__Task directions__. Each line that contains the word "them" is to be copied from the records below.
-------- Task inputs
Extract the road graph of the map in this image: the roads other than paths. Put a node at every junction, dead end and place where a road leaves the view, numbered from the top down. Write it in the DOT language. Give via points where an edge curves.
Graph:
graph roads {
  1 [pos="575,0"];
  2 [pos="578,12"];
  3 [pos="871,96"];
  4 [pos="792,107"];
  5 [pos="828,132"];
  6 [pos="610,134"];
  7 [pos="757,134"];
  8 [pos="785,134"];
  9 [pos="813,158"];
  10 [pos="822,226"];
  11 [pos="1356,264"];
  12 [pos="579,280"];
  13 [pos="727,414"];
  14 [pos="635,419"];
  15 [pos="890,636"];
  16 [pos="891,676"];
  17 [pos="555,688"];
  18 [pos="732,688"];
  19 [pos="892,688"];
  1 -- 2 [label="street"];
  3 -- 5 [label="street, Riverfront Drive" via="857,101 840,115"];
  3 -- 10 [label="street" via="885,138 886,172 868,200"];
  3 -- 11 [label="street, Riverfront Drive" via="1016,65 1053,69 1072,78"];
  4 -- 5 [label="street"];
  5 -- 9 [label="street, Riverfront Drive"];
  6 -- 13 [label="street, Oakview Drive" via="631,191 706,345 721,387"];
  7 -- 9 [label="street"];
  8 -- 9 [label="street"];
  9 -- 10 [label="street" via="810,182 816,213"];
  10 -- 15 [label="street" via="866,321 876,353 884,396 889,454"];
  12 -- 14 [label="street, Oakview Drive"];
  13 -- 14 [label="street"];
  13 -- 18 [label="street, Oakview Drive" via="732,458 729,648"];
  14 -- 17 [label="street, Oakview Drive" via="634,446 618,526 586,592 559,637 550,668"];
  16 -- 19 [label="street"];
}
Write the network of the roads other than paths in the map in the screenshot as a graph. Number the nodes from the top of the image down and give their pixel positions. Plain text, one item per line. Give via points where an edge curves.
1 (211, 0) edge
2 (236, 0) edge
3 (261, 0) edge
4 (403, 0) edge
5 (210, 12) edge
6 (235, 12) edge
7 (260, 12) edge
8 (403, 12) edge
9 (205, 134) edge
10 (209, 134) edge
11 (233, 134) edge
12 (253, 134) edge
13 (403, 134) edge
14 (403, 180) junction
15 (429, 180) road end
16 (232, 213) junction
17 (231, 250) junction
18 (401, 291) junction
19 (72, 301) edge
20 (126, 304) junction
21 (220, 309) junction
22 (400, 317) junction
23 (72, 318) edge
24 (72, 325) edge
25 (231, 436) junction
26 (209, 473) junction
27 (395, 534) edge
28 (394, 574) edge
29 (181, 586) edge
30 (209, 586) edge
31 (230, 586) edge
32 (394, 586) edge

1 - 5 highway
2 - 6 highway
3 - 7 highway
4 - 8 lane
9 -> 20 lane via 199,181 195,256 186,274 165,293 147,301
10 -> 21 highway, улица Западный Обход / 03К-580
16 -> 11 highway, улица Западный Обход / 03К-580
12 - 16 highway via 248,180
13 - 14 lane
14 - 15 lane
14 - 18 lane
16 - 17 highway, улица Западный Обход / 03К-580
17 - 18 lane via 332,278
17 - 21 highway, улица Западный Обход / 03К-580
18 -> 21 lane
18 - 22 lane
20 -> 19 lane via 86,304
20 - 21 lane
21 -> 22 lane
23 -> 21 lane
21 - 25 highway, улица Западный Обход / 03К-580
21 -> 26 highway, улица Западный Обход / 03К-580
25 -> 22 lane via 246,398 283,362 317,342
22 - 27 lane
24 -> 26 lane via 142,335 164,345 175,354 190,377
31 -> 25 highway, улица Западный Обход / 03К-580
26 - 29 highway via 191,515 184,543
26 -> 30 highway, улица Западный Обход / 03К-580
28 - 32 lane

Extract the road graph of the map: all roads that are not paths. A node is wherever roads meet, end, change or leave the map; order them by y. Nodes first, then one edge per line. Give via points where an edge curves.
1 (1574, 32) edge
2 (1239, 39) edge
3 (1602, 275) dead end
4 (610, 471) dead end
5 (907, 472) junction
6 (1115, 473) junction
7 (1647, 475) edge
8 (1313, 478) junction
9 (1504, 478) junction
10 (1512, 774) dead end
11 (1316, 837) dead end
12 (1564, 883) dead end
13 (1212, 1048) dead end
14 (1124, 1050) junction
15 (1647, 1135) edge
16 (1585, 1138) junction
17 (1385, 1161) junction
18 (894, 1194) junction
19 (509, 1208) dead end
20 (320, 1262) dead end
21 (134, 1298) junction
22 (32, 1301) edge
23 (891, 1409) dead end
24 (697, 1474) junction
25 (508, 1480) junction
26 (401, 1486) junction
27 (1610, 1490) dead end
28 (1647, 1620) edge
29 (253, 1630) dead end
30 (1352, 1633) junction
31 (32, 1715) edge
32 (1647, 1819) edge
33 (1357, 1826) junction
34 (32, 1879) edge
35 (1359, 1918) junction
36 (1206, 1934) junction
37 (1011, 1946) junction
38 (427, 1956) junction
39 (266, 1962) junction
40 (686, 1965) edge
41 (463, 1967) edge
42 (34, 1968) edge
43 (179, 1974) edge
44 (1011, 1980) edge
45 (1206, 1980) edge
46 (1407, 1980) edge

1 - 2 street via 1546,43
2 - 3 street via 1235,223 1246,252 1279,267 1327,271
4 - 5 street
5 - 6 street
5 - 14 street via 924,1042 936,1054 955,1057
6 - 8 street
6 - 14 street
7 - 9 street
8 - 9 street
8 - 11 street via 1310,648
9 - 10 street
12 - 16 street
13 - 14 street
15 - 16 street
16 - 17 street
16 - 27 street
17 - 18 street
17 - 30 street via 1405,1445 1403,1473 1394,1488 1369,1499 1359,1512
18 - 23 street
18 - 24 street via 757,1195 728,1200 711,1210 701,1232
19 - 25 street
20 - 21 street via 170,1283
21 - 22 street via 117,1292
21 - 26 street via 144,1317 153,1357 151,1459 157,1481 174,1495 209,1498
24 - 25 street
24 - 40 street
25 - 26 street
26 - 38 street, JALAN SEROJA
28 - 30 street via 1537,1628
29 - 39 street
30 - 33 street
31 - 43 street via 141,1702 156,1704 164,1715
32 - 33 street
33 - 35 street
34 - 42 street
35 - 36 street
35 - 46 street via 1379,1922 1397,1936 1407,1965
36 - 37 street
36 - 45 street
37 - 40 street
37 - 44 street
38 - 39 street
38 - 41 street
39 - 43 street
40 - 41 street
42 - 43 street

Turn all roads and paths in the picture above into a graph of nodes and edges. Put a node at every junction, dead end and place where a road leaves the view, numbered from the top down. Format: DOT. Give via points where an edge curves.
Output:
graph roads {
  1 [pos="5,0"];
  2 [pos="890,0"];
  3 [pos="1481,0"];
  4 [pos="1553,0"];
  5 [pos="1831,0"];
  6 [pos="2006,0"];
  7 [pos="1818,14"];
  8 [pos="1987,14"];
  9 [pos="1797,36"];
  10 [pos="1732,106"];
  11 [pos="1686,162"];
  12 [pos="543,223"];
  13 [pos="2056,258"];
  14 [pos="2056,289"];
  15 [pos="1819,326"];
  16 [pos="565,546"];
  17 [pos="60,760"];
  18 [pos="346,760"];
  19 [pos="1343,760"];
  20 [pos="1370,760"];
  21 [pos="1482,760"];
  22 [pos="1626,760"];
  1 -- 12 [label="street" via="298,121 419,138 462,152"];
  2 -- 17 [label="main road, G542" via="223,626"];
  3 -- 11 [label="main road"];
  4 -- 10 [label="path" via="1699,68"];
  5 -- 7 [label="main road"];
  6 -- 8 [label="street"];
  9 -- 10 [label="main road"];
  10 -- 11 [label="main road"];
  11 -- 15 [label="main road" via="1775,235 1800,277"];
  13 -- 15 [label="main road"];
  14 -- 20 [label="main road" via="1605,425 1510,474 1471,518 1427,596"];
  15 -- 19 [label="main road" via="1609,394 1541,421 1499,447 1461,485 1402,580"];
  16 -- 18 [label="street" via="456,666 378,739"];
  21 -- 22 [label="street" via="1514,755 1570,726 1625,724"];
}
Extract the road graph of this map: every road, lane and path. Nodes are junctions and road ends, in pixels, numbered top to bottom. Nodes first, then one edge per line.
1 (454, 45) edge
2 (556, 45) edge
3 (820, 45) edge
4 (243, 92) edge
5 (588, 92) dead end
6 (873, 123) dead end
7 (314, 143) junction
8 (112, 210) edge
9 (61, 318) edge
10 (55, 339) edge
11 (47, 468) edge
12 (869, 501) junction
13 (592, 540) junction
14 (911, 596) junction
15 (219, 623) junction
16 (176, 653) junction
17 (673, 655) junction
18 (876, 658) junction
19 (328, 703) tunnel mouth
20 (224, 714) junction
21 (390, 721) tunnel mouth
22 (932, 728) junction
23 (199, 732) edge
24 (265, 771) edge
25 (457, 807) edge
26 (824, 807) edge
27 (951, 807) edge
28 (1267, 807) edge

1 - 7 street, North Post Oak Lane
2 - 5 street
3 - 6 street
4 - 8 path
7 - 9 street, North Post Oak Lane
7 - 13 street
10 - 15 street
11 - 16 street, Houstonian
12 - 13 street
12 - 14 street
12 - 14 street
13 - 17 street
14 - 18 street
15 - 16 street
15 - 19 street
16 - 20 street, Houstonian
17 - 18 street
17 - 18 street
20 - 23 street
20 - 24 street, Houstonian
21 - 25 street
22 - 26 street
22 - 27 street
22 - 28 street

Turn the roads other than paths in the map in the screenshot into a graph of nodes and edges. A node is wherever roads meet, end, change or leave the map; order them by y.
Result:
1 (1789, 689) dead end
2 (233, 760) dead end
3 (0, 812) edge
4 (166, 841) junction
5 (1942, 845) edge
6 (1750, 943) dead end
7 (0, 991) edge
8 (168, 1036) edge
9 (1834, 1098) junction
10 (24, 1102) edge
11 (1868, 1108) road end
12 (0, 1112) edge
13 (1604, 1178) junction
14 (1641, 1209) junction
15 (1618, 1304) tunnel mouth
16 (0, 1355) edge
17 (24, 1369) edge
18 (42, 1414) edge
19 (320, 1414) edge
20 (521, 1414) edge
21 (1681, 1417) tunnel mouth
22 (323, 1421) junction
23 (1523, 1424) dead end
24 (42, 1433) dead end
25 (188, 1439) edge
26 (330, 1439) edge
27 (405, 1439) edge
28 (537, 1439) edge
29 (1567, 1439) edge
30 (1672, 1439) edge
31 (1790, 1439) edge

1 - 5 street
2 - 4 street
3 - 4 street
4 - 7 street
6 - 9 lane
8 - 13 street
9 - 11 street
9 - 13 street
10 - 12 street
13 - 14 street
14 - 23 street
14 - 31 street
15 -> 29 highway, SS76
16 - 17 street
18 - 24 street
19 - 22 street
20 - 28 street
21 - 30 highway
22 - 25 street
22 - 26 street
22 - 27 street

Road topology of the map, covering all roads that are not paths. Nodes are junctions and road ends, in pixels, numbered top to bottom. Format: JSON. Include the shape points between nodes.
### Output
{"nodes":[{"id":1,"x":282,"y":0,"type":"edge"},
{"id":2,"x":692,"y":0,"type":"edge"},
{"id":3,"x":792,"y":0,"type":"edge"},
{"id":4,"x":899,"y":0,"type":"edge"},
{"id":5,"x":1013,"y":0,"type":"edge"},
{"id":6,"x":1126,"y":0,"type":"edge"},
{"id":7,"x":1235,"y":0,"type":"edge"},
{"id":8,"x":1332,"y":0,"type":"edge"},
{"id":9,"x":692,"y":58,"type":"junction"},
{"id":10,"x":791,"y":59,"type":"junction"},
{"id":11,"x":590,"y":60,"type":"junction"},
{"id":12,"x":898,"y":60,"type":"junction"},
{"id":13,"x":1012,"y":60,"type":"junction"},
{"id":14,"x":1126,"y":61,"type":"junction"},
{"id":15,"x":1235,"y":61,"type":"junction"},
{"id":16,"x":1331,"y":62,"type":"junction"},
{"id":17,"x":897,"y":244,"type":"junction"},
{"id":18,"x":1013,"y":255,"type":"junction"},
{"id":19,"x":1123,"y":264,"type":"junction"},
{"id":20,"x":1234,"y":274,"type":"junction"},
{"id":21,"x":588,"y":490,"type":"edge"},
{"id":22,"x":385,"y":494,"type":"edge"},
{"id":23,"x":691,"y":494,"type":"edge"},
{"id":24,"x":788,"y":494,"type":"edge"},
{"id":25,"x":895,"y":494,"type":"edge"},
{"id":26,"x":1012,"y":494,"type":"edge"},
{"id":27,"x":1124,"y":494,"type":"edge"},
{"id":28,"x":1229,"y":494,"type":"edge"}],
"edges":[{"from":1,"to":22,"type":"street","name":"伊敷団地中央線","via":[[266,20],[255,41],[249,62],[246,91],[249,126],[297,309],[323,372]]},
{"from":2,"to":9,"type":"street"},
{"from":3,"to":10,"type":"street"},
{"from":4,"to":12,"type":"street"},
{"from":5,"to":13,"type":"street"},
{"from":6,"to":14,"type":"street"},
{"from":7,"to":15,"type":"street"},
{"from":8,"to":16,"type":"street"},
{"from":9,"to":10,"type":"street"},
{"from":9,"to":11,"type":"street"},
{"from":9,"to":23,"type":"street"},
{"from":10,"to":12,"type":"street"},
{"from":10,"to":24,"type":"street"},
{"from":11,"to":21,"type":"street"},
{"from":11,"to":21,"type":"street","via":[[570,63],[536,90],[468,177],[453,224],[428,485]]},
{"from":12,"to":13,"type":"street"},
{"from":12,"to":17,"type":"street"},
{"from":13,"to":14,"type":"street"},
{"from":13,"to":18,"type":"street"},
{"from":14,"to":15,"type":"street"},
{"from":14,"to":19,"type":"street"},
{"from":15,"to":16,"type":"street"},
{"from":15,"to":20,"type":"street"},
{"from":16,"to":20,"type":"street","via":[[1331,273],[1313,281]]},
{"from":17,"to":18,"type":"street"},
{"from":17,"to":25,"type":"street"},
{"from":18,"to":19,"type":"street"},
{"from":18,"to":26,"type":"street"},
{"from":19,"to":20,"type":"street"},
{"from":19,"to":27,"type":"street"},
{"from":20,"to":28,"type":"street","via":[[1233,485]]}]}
----------------
__Expected answer__.
Extract the road graph of the map: all roads that are not paths. A node is wherever roads meet, end, change or leave the map; order them by y. Nodes first, then one edge per line. Give via points where an edge curves.
Turn the roads other than paths in the map in the screenshot into a graph of nodes and edges. A node is wherever roads meet, end, change or leave the map; order them by y.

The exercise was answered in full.